Stored data
[Start of section]
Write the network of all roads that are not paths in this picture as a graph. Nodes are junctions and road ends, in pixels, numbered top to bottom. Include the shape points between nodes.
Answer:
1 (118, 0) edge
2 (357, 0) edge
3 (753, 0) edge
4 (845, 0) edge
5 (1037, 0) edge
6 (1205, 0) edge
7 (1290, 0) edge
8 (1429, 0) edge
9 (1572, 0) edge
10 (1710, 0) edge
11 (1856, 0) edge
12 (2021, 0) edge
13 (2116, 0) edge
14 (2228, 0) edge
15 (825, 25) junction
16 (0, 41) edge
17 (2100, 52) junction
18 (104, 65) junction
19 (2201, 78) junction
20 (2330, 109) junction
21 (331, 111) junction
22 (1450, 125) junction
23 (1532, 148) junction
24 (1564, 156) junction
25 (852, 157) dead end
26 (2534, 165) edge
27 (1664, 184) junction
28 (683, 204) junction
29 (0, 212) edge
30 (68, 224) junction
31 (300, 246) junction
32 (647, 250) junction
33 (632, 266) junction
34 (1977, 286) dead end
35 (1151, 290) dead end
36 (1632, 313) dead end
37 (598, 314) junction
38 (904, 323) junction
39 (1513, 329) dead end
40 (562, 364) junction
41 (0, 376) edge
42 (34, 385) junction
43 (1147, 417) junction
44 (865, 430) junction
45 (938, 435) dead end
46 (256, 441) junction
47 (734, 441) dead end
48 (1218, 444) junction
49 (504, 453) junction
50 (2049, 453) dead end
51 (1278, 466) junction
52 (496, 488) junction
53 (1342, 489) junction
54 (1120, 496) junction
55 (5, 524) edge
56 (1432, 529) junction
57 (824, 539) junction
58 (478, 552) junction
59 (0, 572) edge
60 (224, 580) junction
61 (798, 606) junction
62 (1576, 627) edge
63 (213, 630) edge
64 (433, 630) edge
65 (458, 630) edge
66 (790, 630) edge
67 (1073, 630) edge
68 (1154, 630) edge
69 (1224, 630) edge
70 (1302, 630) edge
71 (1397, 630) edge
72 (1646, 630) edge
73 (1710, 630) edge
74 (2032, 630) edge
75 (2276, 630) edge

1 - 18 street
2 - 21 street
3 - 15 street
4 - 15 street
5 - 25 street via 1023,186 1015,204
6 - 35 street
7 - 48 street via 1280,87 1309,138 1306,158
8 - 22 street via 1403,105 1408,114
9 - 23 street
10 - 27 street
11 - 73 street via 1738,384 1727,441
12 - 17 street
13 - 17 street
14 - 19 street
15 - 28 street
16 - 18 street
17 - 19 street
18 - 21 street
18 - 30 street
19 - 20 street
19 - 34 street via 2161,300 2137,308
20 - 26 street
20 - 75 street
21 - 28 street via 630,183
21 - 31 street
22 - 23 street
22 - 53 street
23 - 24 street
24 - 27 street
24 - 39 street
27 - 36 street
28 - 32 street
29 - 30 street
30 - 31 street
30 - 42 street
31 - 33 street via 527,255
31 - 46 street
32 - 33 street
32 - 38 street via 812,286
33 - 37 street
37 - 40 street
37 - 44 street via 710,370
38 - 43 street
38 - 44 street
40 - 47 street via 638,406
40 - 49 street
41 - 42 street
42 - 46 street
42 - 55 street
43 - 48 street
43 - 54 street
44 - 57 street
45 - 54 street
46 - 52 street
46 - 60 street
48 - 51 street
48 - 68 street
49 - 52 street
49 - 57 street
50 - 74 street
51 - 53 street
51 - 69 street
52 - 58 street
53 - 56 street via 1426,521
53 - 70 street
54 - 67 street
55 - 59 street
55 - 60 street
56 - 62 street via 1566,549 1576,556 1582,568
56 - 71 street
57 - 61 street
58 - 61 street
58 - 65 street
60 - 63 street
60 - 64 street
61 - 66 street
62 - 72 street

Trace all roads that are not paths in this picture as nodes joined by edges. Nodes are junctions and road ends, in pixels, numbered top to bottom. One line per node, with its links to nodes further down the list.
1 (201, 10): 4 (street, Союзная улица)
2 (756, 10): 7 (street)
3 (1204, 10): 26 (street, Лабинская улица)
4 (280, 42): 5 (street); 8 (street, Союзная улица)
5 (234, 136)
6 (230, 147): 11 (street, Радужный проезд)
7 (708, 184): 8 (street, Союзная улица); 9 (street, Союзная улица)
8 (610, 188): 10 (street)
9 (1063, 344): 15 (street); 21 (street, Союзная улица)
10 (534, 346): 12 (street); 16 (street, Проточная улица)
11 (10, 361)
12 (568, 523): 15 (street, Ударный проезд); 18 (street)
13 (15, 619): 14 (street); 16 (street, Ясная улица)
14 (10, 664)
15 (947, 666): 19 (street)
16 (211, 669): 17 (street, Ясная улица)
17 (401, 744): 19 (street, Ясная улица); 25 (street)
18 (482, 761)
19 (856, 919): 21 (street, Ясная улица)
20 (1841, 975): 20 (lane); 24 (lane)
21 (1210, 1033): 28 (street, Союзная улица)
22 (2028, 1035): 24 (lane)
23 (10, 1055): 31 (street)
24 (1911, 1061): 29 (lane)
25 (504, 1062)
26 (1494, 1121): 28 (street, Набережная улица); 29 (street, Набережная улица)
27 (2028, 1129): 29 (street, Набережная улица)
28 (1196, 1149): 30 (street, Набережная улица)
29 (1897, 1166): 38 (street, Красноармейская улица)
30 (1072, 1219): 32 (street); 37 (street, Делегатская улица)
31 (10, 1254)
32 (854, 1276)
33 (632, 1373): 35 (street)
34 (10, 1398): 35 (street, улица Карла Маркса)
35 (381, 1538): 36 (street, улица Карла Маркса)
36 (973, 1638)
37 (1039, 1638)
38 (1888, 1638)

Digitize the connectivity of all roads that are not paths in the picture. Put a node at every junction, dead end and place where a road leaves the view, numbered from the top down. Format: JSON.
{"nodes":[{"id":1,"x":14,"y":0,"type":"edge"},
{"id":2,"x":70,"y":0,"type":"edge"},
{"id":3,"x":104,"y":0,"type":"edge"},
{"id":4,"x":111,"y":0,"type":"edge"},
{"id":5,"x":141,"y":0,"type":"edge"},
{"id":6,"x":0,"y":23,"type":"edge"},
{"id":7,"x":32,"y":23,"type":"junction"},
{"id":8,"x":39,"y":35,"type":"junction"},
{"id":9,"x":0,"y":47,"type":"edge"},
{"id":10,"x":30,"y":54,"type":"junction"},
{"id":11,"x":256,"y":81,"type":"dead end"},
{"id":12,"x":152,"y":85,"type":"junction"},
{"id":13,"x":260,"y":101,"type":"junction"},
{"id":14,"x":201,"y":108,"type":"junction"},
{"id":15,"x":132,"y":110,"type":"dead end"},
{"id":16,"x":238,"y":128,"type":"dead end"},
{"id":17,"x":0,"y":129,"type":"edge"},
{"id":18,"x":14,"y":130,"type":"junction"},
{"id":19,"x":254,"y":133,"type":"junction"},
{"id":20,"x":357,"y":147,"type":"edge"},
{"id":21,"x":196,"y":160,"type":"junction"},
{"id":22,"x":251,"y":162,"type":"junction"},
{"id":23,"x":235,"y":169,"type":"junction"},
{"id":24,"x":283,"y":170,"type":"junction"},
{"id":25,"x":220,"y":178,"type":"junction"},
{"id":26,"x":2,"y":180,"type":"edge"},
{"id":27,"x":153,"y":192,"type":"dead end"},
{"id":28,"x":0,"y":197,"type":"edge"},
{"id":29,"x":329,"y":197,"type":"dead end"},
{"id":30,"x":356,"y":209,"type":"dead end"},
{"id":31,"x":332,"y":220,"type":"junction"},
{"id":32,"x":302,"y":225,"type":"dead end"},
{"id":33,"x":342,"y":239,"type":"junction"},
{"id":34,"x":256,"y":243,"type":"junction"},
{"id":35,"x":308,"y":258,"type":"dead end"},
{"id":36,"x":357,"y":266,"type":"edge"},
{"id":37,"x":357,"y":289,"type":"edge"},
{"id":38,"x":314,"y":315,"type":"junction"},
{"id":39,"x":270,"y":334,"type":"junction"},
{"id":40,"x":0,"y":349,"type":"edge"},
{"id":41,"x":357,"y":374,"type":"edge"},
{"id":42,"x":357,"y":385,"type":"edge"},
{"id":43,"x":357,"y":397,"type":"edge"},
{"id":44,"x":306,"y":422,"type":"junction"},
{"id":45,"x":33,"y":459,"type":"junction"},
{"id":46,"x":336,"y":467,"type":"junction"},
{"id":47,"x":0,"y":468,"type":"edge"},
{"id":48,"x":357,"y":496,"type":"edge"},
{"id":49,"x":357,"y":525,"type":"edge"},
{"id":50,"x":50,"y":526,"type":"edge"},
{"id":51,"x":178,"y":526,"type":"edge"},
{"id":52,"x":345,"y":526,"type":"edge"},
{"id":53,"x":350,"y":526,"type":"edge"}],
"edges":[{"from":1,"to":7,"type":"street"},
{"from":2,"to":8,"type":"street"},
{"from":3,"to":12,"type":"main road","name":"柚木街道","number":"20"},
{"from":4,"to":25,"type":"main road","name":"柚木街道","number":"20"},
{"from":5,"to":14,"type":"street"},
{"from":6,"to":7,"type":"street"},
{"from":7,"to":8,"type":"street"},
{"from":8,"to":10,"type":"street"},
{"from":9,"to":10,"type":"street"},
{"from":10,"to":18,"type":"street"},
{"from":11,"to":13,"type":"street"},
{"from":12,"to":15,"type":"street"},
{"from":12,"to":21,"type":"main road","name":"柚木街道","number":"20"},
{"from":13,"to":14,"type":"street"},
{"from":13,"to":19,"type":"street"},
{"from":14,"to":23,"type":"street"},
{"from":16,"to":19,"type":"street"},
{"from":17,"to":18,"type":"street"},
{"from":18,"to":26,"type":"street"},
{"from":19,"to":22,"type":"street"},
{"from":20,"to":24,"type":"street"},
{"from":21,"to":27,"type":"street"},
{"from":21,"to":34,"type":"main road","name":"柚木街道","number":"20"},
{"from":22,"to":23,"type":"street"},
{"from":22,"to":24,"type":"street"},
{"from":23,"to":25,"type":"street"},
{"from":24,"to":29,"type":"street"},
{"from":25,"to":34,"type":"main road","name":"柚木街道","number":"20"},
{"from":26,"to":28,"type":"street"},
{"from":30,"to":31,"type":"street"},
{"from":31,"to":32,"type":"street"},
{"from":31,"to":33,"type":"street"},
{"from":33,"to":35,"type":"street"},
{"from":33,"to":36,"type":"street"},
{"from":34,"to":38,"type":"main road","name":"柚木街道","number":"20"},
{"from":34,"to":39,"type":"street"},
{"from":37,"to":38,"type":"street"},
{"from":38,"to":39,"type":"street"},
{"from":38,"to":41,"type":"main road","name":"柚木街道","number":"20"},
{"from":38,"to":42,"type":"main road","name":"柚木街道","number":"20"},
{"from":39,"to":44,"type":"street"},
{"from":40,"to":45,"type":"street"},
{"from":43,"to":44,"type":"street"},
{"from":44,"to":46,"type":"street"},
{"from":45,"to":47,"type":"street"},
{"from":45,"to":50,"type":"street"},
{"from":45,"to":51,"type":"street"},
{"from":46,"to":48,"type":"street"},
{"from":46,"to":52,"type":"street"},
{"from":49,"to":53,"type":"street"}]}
[End of section]
Exercise goal
State how many lines in the records above contain the word "Союзная". Give nothing but the number.

Answer to this problem
5